What is expected ▸
Please find the lines in the following records that hold "Konarskiego", and copy them.

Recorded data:

------

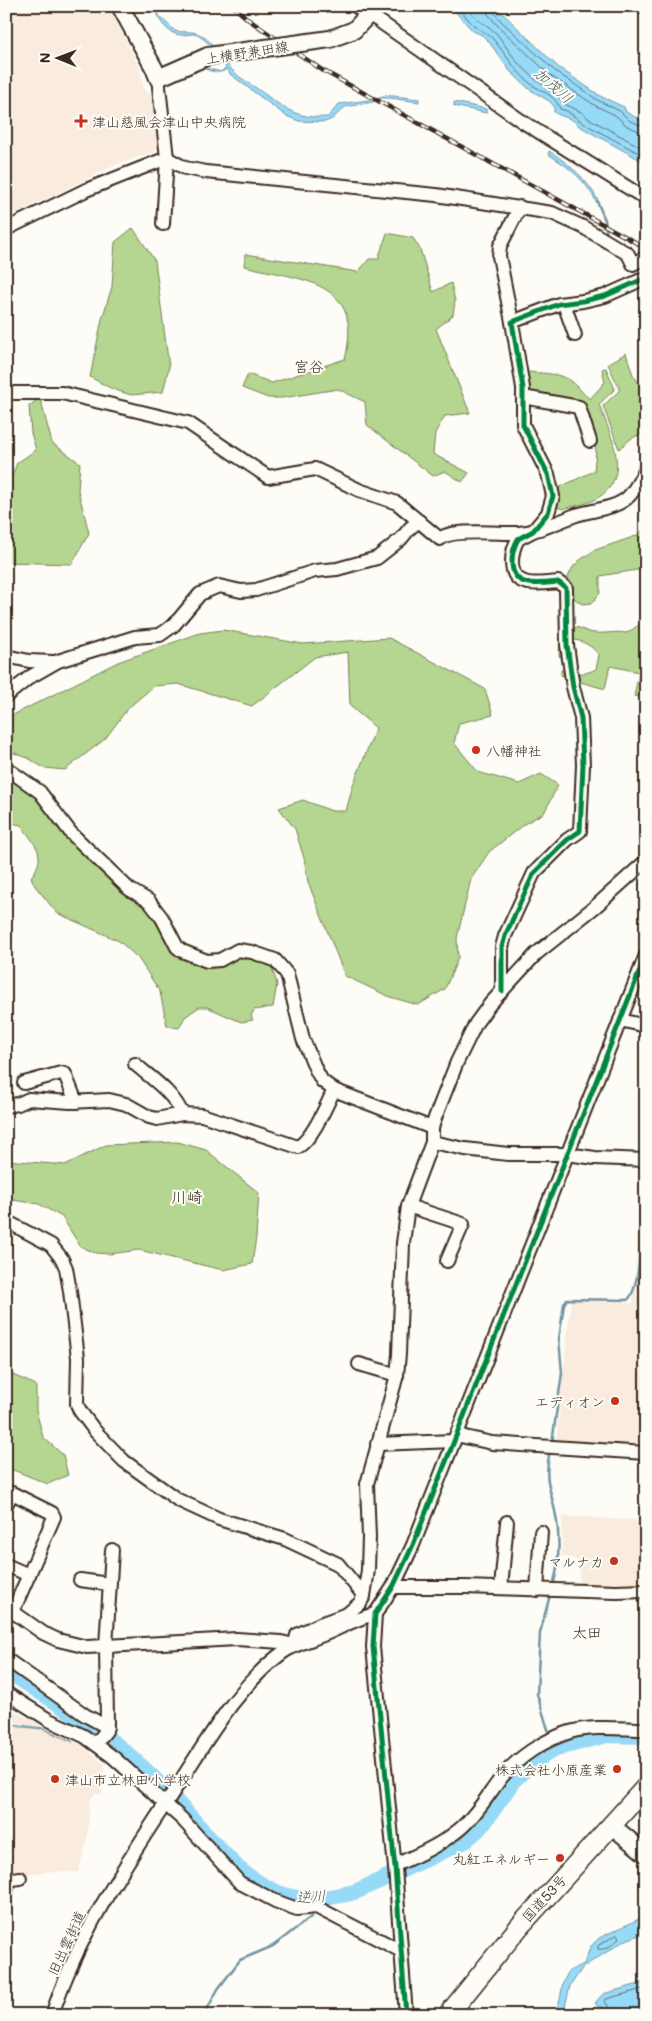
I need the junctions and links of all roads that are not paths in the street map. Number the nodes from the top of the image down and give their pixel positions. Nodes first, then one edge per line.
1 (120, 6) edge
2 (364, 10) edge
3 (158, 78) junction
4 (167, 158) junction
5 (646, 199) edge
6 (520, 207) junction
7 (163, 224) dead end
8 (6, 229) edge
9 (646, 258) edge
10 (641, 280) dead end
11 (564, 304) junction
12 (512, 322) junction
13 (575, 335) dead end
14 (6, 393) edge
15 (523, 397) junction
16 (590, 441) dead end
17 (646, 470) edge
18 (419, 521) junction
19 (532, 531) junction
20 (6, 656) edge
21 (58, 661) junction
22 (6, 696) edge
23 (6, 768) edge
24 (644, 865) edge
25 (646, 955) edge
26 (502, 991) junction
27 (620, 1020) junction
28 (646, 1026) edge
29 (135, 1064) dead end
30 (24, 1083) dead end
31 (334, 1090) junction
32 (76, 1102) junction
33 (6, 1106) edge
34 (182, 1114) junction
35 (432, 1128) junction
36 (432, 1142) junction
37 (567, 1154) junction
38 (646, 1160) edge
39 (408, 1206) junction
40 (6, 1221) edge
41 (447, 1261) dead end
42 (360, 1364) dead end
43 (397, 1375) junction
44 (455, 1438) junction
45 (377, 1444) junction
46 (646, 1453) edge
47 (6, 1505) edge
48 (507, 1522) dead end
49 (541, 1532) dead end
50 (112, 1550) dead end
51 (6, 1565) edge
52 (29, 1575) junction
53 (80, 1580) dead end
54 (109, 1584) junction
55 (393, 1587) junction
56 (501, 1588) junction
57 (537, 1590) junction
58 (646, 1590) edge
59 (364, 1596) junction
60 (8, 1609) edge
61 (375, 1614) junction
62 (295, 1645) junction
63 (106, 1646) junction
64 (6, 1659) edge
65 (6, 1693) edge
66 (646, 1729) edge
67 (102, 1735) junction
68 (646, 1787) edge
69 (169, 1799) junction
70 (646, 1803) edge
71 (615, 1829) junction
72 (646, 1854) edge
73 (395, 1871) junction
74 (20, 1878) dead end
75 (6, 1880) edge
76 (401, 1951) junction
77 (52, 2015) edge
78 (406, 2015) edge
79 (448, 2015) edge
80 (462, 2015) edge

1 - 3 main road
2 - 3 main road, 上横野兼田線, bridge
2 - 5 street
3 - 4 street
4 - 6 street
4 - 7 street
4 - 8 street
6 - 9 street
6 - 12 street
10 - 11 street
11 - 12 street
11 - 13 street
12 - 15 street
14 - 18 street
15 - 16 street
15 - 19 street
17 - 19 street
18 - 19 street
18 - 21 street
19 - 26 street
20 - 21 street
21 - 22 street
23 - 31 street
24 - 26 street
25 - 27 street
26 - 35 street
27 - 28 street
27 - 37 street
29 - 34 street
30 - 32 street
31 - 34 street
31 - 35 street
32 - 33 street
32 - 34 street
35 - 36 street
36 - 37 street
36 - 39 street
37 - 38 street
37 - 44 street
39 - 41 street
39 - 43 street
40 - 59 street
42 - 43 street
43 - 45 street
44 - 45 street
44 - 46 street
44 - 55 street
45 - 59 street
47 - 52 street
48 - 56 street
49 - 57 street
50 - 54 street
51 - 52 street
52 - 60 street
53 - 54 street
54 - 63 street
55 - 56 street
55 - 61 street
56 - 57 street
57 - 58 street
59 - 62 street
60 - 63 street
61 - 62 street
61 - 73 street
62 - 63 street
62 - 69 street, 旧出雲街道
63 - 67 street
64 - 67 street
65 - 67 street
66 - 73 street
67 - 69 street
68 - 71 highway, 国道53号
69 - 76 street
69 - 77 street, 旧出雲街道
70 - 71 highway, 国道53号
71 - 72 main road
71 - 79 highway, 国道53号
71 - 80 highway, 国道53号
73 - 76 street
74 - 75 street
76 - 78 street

------

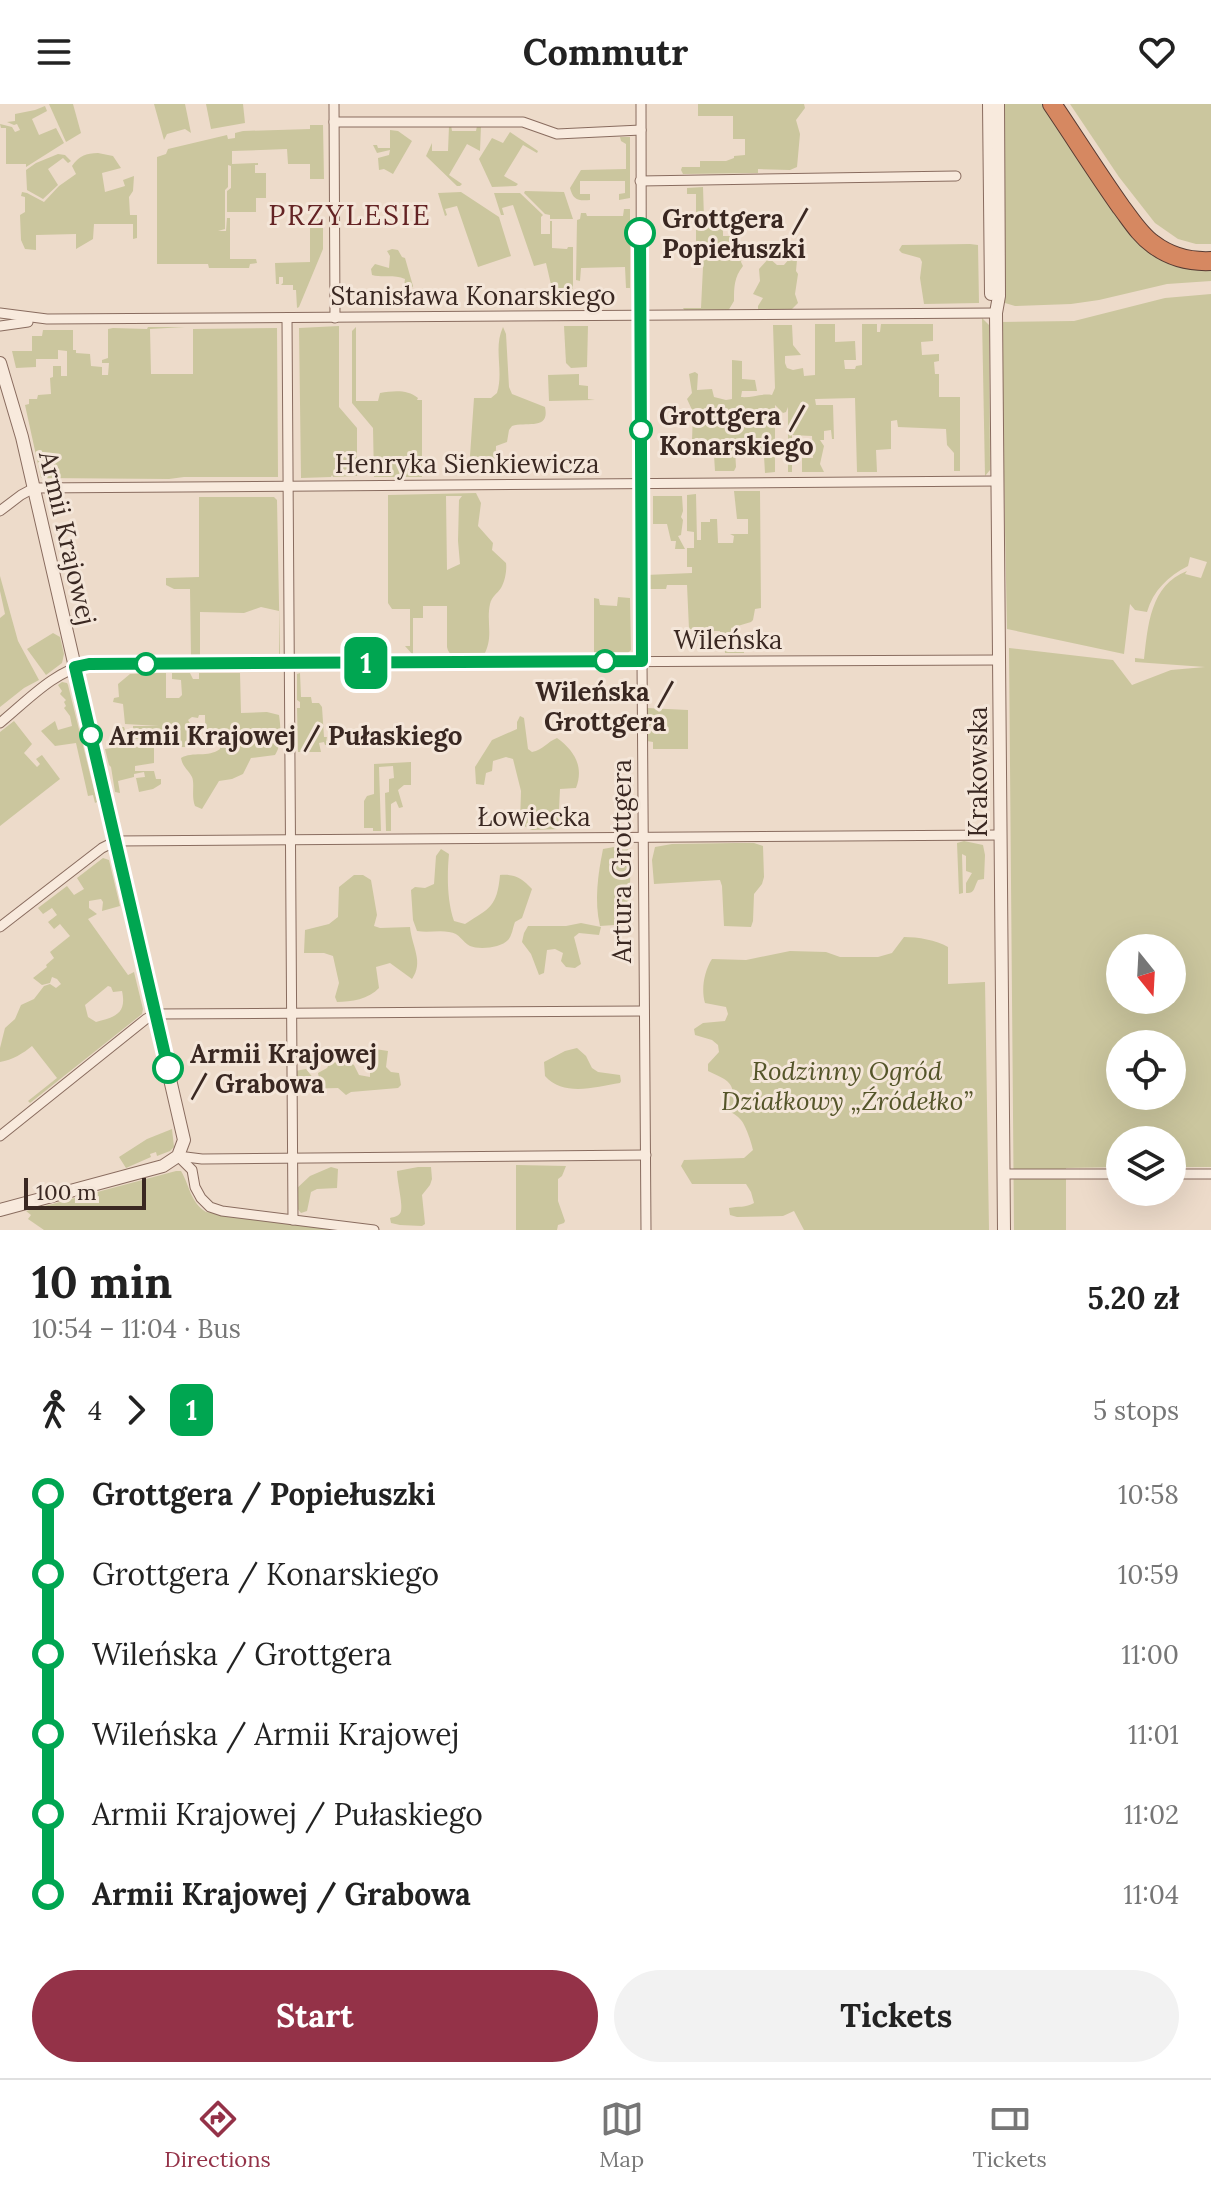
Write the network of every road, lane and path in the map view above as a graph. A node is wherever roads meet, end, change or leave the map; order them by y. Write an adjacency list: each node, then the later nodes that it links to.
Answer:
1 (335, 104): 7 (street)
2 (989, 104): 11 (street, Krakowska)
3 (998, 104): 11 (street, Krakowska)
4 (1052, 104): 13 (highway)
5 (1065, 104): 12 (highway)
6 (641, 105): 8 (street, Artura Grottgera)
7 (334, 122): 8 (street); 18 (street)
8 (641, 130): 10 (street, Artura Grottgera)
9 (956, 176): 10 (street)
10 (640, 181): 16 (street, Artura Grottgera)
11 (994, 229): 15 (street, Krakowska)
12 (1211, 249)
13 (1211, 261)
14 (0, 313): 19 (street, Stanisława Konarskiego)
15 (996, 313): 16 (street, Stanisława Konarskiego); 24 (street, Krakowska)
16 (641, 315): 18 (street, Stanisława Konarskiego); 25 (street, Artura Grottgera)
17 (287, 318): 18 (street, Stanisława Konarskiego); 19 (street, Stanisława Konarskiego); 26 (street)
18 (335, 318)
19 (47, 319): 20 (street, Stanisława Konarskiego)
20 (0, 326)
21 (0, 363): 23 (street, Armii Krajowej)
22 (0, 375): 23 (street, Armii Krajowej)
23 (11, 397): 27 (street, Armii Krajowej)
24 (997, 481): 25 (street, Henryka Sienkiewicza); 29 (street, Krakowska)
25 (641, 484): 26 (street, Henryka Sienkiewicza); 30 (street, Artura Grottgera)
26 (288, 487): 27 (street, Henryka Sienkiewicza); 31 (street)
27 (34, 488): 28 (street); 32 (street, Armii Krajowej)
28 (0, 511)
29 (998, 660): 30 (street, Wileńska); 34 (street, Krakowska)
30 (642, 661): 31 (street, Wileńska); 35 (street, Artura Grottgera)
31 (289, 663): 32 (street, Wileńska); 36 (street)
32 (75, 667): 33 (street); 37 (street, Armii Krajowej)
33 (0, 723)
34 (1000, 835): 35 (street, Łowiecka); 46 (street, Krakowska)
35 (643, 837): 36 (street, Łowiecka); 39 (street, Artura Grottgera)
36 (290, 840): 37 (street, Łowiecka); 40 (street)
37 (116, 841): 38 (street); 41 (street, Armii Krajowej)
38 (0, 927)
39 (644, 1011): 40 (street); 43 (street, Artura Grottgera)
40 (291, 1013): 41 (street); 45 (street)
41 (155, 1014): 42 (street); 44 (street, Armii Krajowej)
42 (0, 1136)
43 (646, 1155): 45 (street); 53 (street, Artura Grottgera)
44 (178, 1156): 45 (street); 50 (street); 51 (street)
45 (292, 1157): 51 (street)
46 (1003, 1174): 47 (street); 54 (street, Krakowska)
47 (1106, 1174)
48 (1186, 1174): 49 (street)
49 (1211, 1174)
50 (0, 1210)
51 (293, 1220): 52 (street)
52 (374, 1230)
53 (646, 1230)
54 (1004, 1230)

------

Response box ▸
14 (0, 313): 19 (street, Stanisława Konarskiego)
15 (996, 313): 16 (street, Stanisława Konarskiego); 24 (street, Krakowska)
16 (641, 315): 18 (street, Stanisława Konarskiego); 25 (street, Artura Grottgera)
17 (287, 318): 18 (street, Stanisława Konarskiego); 19 (street, Stanisława Konarskiego); 26 (street)
19 (47, 319): 20 (street, Stanisława Konarskiego)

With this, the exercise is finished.